A 10 ans, il récitait le Coran dans son entier. A 14 ans, il étudia seul les sciences naturelles et la médecine. A 16 ans, il avait déjà sous sa direction des médecins célèbres de l'époque qui commençaient à assister à ses cours de médecine. A 18 ans, il maîtrisait toutes les sciences connues. A 21 ans, il écrivit son premier livre de philosophie. A cet âge, il entra dans l'administration, pour gagner sa vie. Il acquit une solide réputation et devint à l'occasion Premier ministre. Il occupa par la suite d'autres ministères. Comme la majorité des savants de son époque et dans un climat politique troublé, Avicenne mena une vie itinérante et mouvementée, parsemée de fuites, d'emprisonnements et d'évasions. En 1023, il se réfugia auprès de l'émir d'Ispahan et trouva là une certaine paix durant quatorze ans. En 1037, il mourut brutalement d'une affection intestinale, alors qu'il accompagnait son prince dans une expédition contre Hamadan.
L'oeuvre d'Avicenne est considérable. Ce travailleur acharné (il n'aurait pris que deux jours de repos dans sa vie !), a écrit 456 ouvrages en arabe et 23 en persan. En matière médicale, on dénombre 43 ouvrages. Le "Canon de la médecine" est incontestablement l'une de ses oeuvres maîtresses avec "Le livre de la guérison des âmes" et "Le traité de l'Amour". Malheureusement, l'oeuvre d'Avicenne qui est parvenue jusqu'à nous est incomplète.

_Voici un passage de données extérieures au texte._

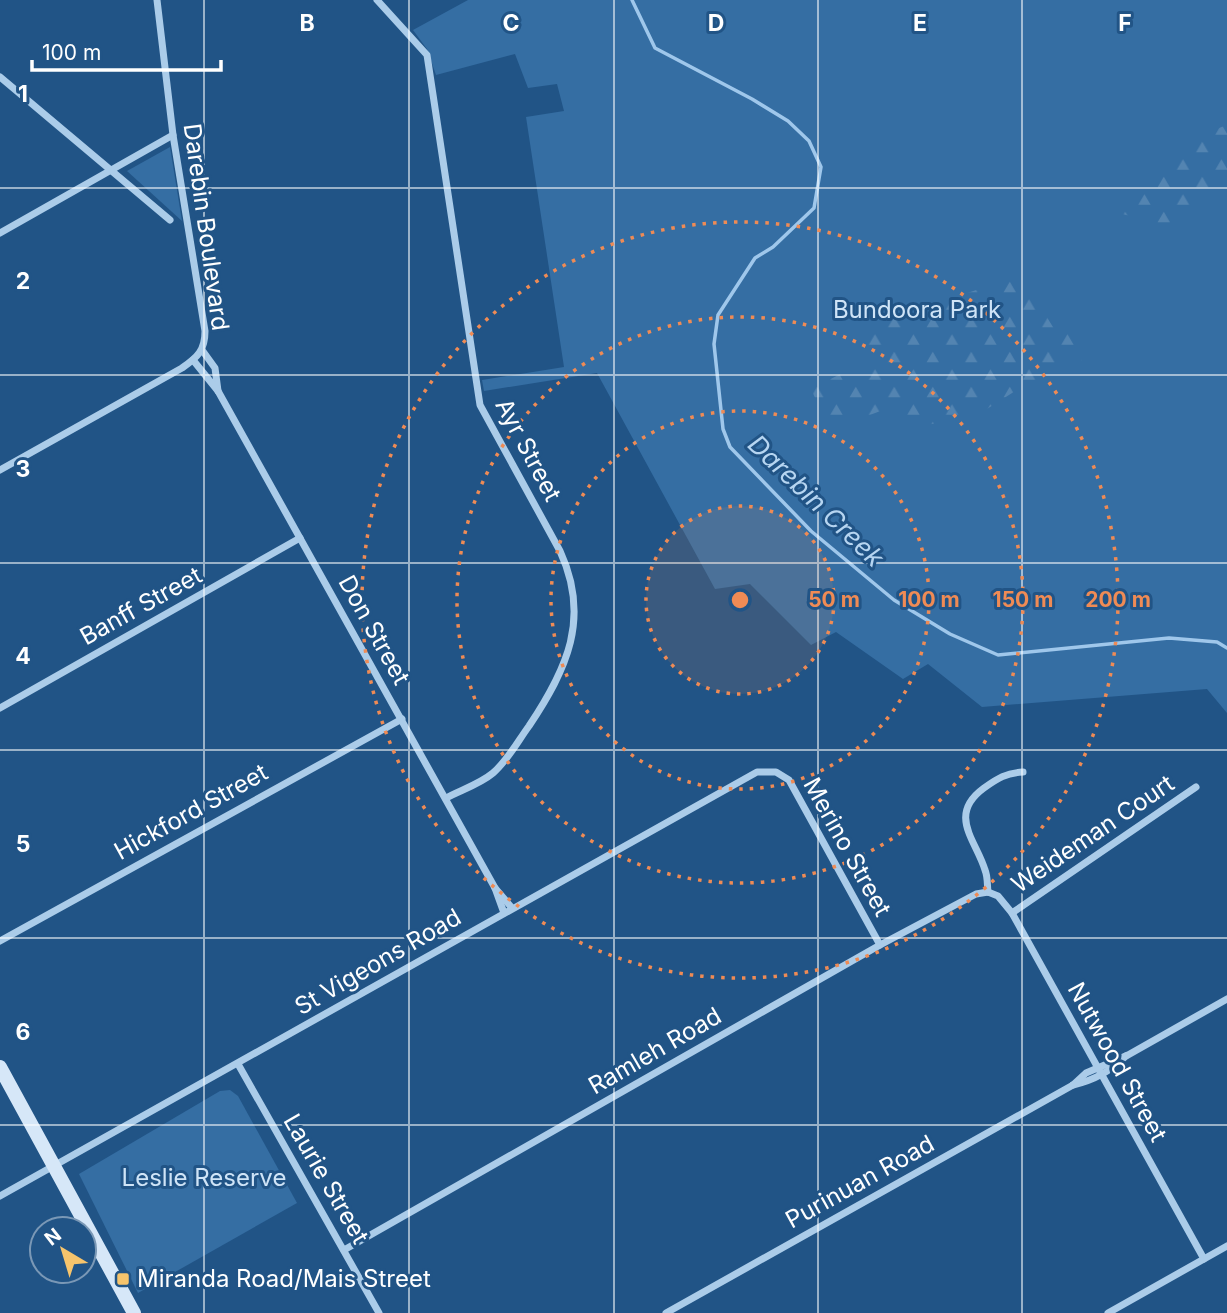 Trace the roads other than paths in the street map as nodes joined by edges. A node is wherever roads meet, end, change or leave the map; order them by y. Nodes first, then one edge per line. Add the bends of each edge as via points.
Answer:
1 (157, 0) edge
2 (377, 0) edge
3 (0, 77) edge
4 (173, 135) junction
5 (111, 171) junction
6 (170, 220) dead end
7 (0, 233) edge
8 (202, 350) junction
9 (193, 360) junction
10 (218, 391) junction
11 (0, 470) edge
12 (300, 538) junction
13 (0, 708) edge
14 (401, 719) junction
15 (776, 772) joint
16 (1023, 772) dead end
17 (1196, 787) dead end
18 (446, 798) junction
19 (495, 888) junction
20 (988, 892) junction
21 (512, 908) junction
22 (504, 913) junction
23 (1012, 913) junction
24 (0, 941) edge
25 (880, 945) junction
26 (1227, 999) edge
27 (1128, 1055) junction
28 (238, 1063) junction
29 (1097, 1067) junction
30 (0, 1068) edge
31 (1102, 1075) junction
32 (1073, 1085) junction
33 (53, 1166) junction
34 (0, 1196) edge
35 (1227, 1246) edge
36 (344, 1250) junction
37 (1204, 1259) junction
38 (134, 1313) edge
39 (379, 1313) edge
40 (666, 1313) edge
41 (1108, 1313) edge

1 - 4 street, Darebin Boulevard
2 - 18 street, Ayr Street via 427,55 478,395 561,551 575,608 572,643 562,673 529,725 493,772
3 - 5 street
4 - 5 street
4 - 8 street, Darebin Boulevard via 205,331
5 - 6 street
5 - 7 street
8 - 9 street, Darebin Boulevard
8 - 10 street, Don Street via 216,370
9 - 10 street, Don Street
9 - 11 street, Darebin Boulevard
10 - 12 street, Don Street
12 - 13 street, Banff Street
12 - 14 street, Don Street
14 - 18 street, Don Street
14 - 24 street, Hickford Street
15 - 21 street, St Vigeons Road via 757,772
15 - 25 street, Merino Street via 789,780
16 - 20 street via 1005,773 977,794 966,815 966,832 986,872
17 - 23 street, Weideman Court
18 - 19 street, Don Street
19 - 21 street, Don Street
19 - 22 street, Don Street
20 - 23 street, Nutwood Street via 998,896
20 - 25 street, Ramleh Road
21 - 22 street, St Vigeons Road
22 - 28 street, St Vigeons Road
23 - 29 street, Nutwood Street
25 - 36 street, Ramleh Road
26 - 27 street, Purinuan Road
27 - 29 street, Purinuan Road
27 - 31 street, Purinuan Road
28 - 33 street, St Vigeons Road
28 - 36 street, Laurie Street
29 - 31 street, Nutwood Street
29 - 32 street, Purinuan Road
30 - 33 street
31 - 32 street, Purinuan Road
31 - 37 street, Nutwood Street
32 - 40 street, Purinuan Road
33 - 34 street, St Vigeons Road
33 - 38 street
35 - 37 street
36 - 39 street, Laurie Street
37 - 41 street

Avicenne fut aussi un très grand philosophe et un excellent commentateur d'Aristote. L'une de ses grandes oeuvres philosophiques est "Ach-Chifa" (la Guérison des âmes), qui est une importante somme en dix-huit volumes, "vaste synthèse où tout l'aristotélisme trouve sa place, se couronnant par une interprétation néoplatonicienne de la création".
Comme de nombreux savants de son époque, Avicenne a eu accès aux livres grecs. Ainsi, il explique comment il a rédigé son Livre de la Guérison, à partir de traductions de textes anciens et en ajoutant ses propres observations ou commentaires : "Quand j'ai entrepris ce livre, j'ai commencé par la Logique, et j'ai tenu à me conformer à l'ordre des livres des logiciens : j'y ai exposé des mystères et des subtilités qui ne se trouvent pas dans les livres dont nous disposons. J'ai poursuivi par la Physique [...] ; j'ai poursuivi ensuite par la Géométrie ; j'ai alors résumé, de manière subtile, le livre des Eléments d'Euclide [...]. J'ai fait suivre cela d'un résumé du livre de l'Almageste, en Astronomie, et, outre le résumé, d'un éclaircissement et d'une explication. J'y ai joint, après avoir terminé cela, quelques compléments que l'élève doit connaître pour atteindre l'achèvement de l'art et pour faire coïncider les règles de l'observation et les lois naturelles [...]."
Al-Qânûn fî al-tîbb "la loi de la Médecine", "les règles de la médecine" ou "Le Canoun" rapporte des connaissances médicales de l'époque avec précision, ordre et rigueur dans sa méthode. "Le Canoun" fut traduit en latin et imprimé pour la première fois à Naples en 1491, puis à Venise en 1544 et à Rome en 1593.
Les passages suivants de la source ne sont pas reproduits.